**Task objective:** Among the records below, find each line containing the word "dead" and copy it.

**Information provided:**
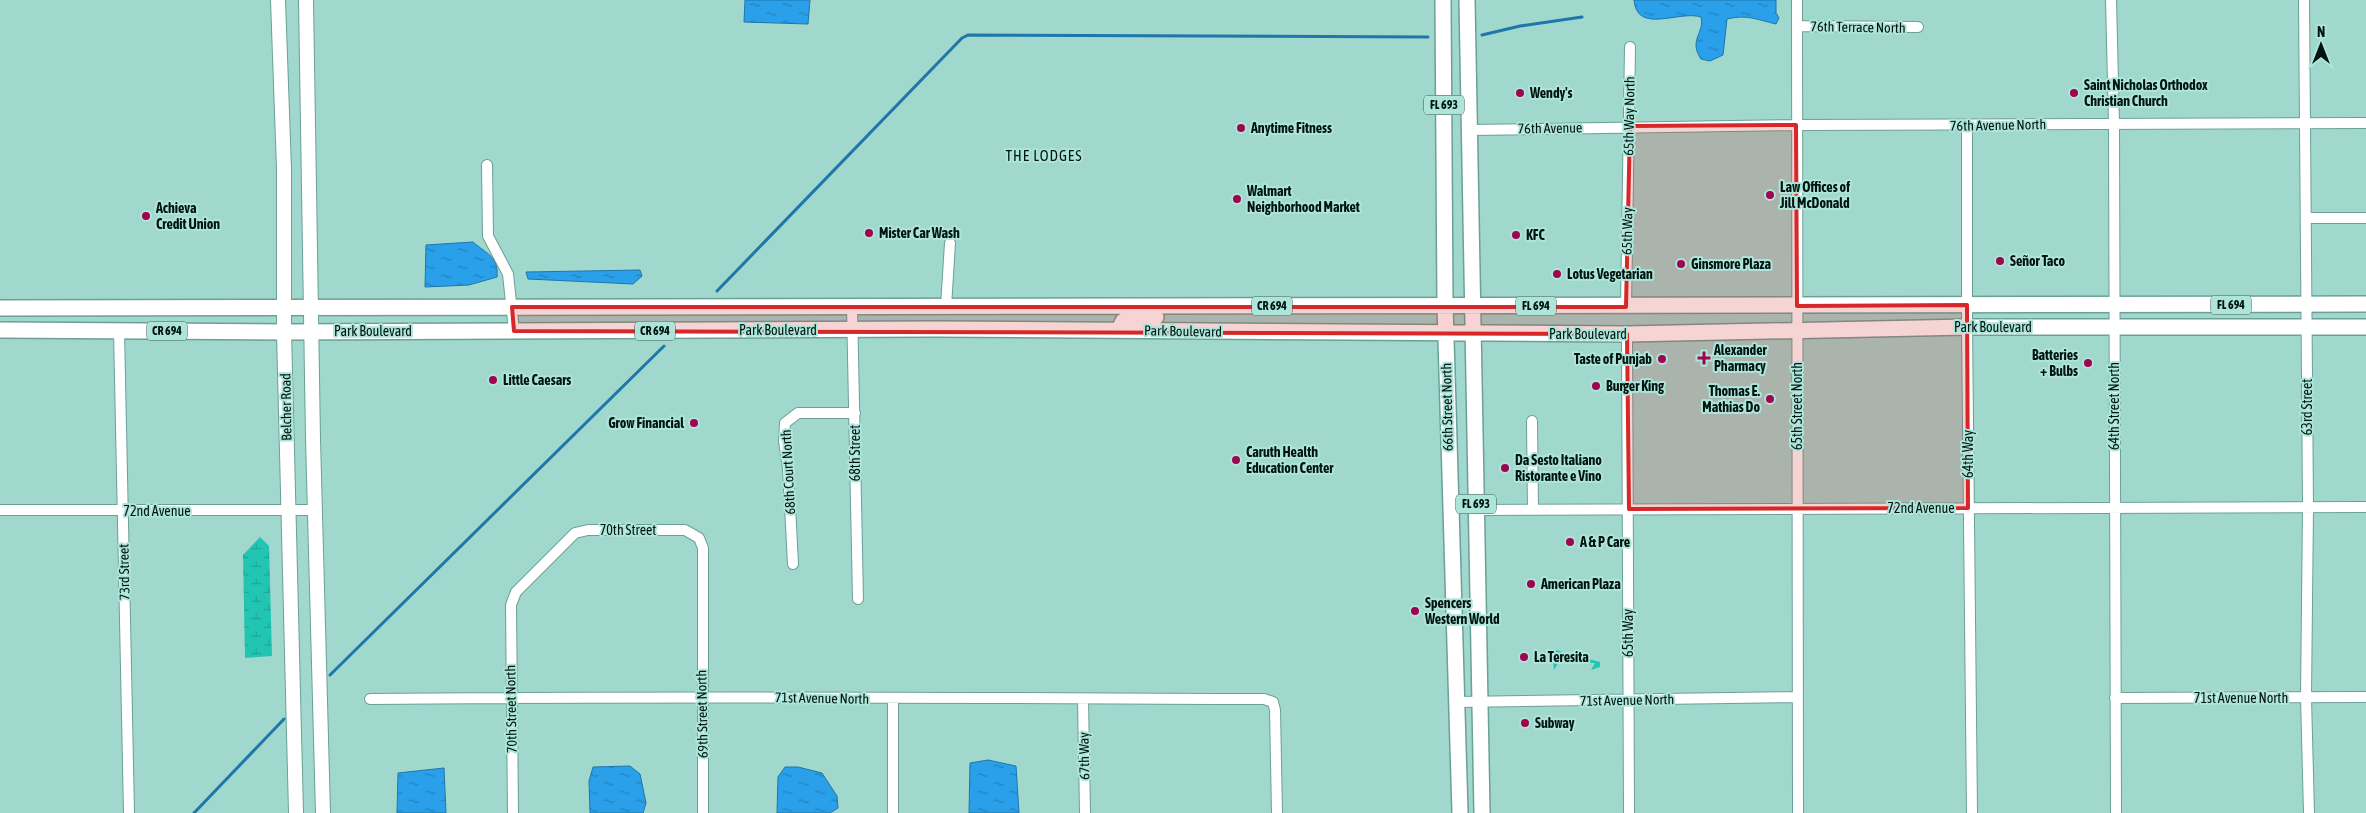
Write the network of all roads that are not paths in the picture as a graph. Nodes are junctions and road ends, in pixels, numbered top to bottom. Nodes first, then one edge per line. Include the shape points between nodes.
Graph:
1 (278, 0) edge
2 (306, 0) edge
3 (1444, 0) edge
4 (1467, 0) edge
5 (1797, 0) edge
6 (2111, 0) edge
7 (2304, 0) edge
8 (1797, 26) junction
9 (1918, 28) dead end
10 (1630, 47) dead end
11 (2114, 123) junction
12 (2366, 123) edge
13 (2305, 124) junction
14 (1796, 125) junction
15 (1630, 126) junction
16 (1967, 126) junction
17 (1470, 130) junction
18 (487, 164) dead end
19 (1627, 185) joint
20 (2306, 218) junction
21 (2366, 218) edge
22 (950, 243) dead end
23 (2306, 304) junction
24 (2366, 304) edge
25 (1445, 305) junction
26 (1967, 305) junction
27 (1472, 306) junction
28 (1797, 306) junction
29 (2114, 306) junction
30 (284, 307) junction
31 (852, 307) junction
32 (946, 307) junction
33 (1192, 307) junction
34 (1626, 307) junction
35 (0, 308) edge
36 (311, 308) junction
37 (512, 308) junction
38 (1967, 327) junction
39 (2307, 327) junction
40 (2366, 327) edge
41 (2115, 328) junction
42 (0, 330) edge
43 (119, 330) junction
44 (853, 330) junction
45 (1119, 330) junction
46 (514, 331) junction
47 (1797, 331) junction
48 (284, 332) junction
49 (311, 332) junction
50 (1446, 333) junction
51 (1472, 334) junction
52 (1627, 334) junction
53 (855, 413) junction
54 (1532, 421) dead end
55 (2308, 507) junction
56 (2366, 507) edge
57 (1968, 508) junction
58 (2114, 508) junction
59 (1629, 509) junction
60 (1797, 509) junction
61 (0, 510) edge
62 (123, 510) junction
63 (315, 510) junction
64 (1476, 510) junction
65 (1534, 510) junction
66 (288, 511) junction
67 (793, 564) dead end
68 (858, 599) dead end
69 (510, 605) joint
70 (702, 614) joint
71 (702, 696) junction
72 (2366, 697) edge
73 (511, 698) junction
74 (1798, 698) junction
75 (2115, 698) junction
76 (2306, 698) junction
77 (370, 699) dead end
78 (893, 699) junction
79 (1083, 699) junction
80 (1628, 700) junction
81 (1457, 702) junction
82 (1480, 702) junction
83 (129, 813) edge
84 (296, 813) edge
85 (323, 813) edge
86 (513, 813) edge
87 (703, 813) edge
88 (893, 813) edge
89 (1085, 813) edge
90 (1277, 813) edge
91 (1460, 813) edge
92 (1482, 813) edge
93 (1629, 813) edge
94 (1798, 813) edge
95 (1972, 813) edge
96 (2116, 813) edge
97 (2308, 813) edge

1 - 30 main road, Belcher Road via 284,169
2 - 36 main road, Belcher Road
3 - 25 main road, 66th Street North / FL 693
4 - 17 main road, 66th Street North / FL 693
5 - 8 street, 65th Street North
6 - 11 street, 64th Street North
7 - 13 street, 63rd Street
8 - 9 street, 76th Terrace North
8 - 14 street, 65th Street North
10 - 15 street, 65th Way North
11 - 13 street, 76th Avenue North
11 - 16 street, 76th Avenue North
11 - 29 street, 64th Street North
12 - 13 street, 76th Avenue North
13 - 20 street, 63rd Street
14 - 15 street, 76th Avenue North
14 - 16 street, 76th Avenue North
14 - 28 street, 65th Street North
15 - 17 street, 76th Avenue
15 - 19 street, 65th Way North
16 - 26 street, 64th Way
17 - 27 main road, 66th Street North / FL 693
18 - 37 street via 488,236 508,274
19 - 34 street, 65th Way
20 - 21 street
20 - 23 street, 63rd Street
22 - 32 street
23 - 24 main road, Park Boulevard / FL 694
23 - 29 main road, Park Boulevard / FL 694
23 - 39 street, 63rd Street
25 - 27 main road, Park Boulevard / FL 694
25 - 33 main road, Park Boulevard / CR 694
25 - 50 main road, 66th Street North / FL 693
26 - 28 main road, Park Boulevard / FL 694
26 - 29 main road, Park Boulevard / FL 694
26 - 38 street, 64th Way
27 - 34 main road, Park Boulevard / FL 694
27 - 51 main road, 66th Street North / FL 693
28 - 34 main road, Park Boulevard / FL 694
28 - 47 street, 65th Street North
29 - 41 street, 64th Street North
30 - 35 main road, Park Boulevard / CR 694
30 - 36 main road, Park Boulevard / CR 694
30 - 48 main road, Belcher Road
31 - 32 main road, Park Boulevard / CR 694
31 - 37 main road, Park Boulevard / CR 694
31 - 44 street, 68th Street
32 - 33 main road, Park Boulevard / CR 694
33 - 45 main road via 1174,317 1137,317 1123,321
36 - 37 main road, Park Boulevard / CR 694
36 - 49 main road, Belcher Road
37 - 46 street
38 - 41 main road, Park Boulevard / FL 694
38 - 47 main road, Park Boulevard / FL 694
38 - 57 street, 64th Way
39 - 40 main road, Park Boulevard / FL 694
39 - 41 main road, Park Boulevard / FL 694
39 - 55 street, 63rd Street
41 - 58 street, 64th Street North
42 - 43 main road, Park Boulevard / CR 694
43 - 48 main road, Park Boulevard / CR 694
43 - 62 street, 73rd Street
44 - 45 main road, Park Boulevard / CR 694
44 - 46 main road, Park Boulevard / CR 694
44 - 53 street, 68th Street
45 - 50 main road, Park Boulevard / CR 694
46 - 49 main road, Park Boulevard / CR 694
47 - 52 main road, Park Boulevard / FL 694
47 - 60 street, 65th Street North
48 - 49 main road, Park Boulevard / CR 694
48 - 66 main road, Belcher Road
49 - 63 main road, Belcher Road
50 - 51 main road, Park Boulevard / FL 694
50 - 81 main road, 66th Street North / FL 693
51 - 52 main road, Park Boulevard / FL 694
51 - 64 main road, 66th Street North / FL 693
52 - 59 street, 65th Way
53 - 67 street, 68th Court North via 798,413 785,423
53 - 68 street, 68th Street
54 - 65 street
55 - 56 street, 72nd Avenue
55 - 58 street, 72nd Avenue
55 - 76 street, 63rd Street
57 - 58 street, 72nd Avenue
57 - 60 street, 72nd Avenue
57 - 95 street, 64th Way
58 - 75 street, 64th Street North
59 - 60 street, 72nd Avenue
59 - 65 street, 72nd Avenue
59 - 80 street, 65th Way
60 - 74 street, 65th Street North
61 - 62 street, 72nd Avenue
62 - 66 street, 72nd Avenue
62 - 83 street, 73rd Street
63 - 66 street, 72nd Avenue
63 - 85 main road, Belcher Road
64 - 65 street, 72nd Avenue
64 - 82 main road, 66th Street North / FL 693
66 - 84 main road, Belcher Road
69 - 70 street, 70th Street via 516,592 575,533 588,530 685,530 698,538 703,548
69 - 73 street, 70th Street North
70 - 71 street, 69th Street North
71 - 73 street, 71st Avenue North
71 - 78 street, 71st Avenue North
71 - 87 street, 69th Street North
72 - 76 street, 71st Avenue North
73 - 77 street, 71st Avenue North
73 - 86 street, 70th Street North
74 - 80 street, 71st Avenue North
74 - 94 street, 65th Street North
75 - 76 street, 71st Avenue North
75 - 96 street, 64th Street North
76 - 97 street, 63rd Street
78 - 79 street, 71st Avenue North
78 - 88 street
79 - 89 street, 67th Way
79 - 90 street, 71st Avenue North via 1264,699 1273,702
80 - 82 street, 71st Avenue North
80 - 93 street, 65th Way
81 - 82 street, 71st Avenue North
81 - 91 main road, 66th Street North / FL 693
82 - 92 main road, 66th Street North / FL 693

**Completed exercise:**
9 (1918, 28) dead end
10 (1630, 47) dead end
18 (487, 164) dead end
22 (950, 243) dead end
54 (1532, 421) dead end
67 (793, 564) dead end
68 (858, 599) dead end
77 (370, 699) dead end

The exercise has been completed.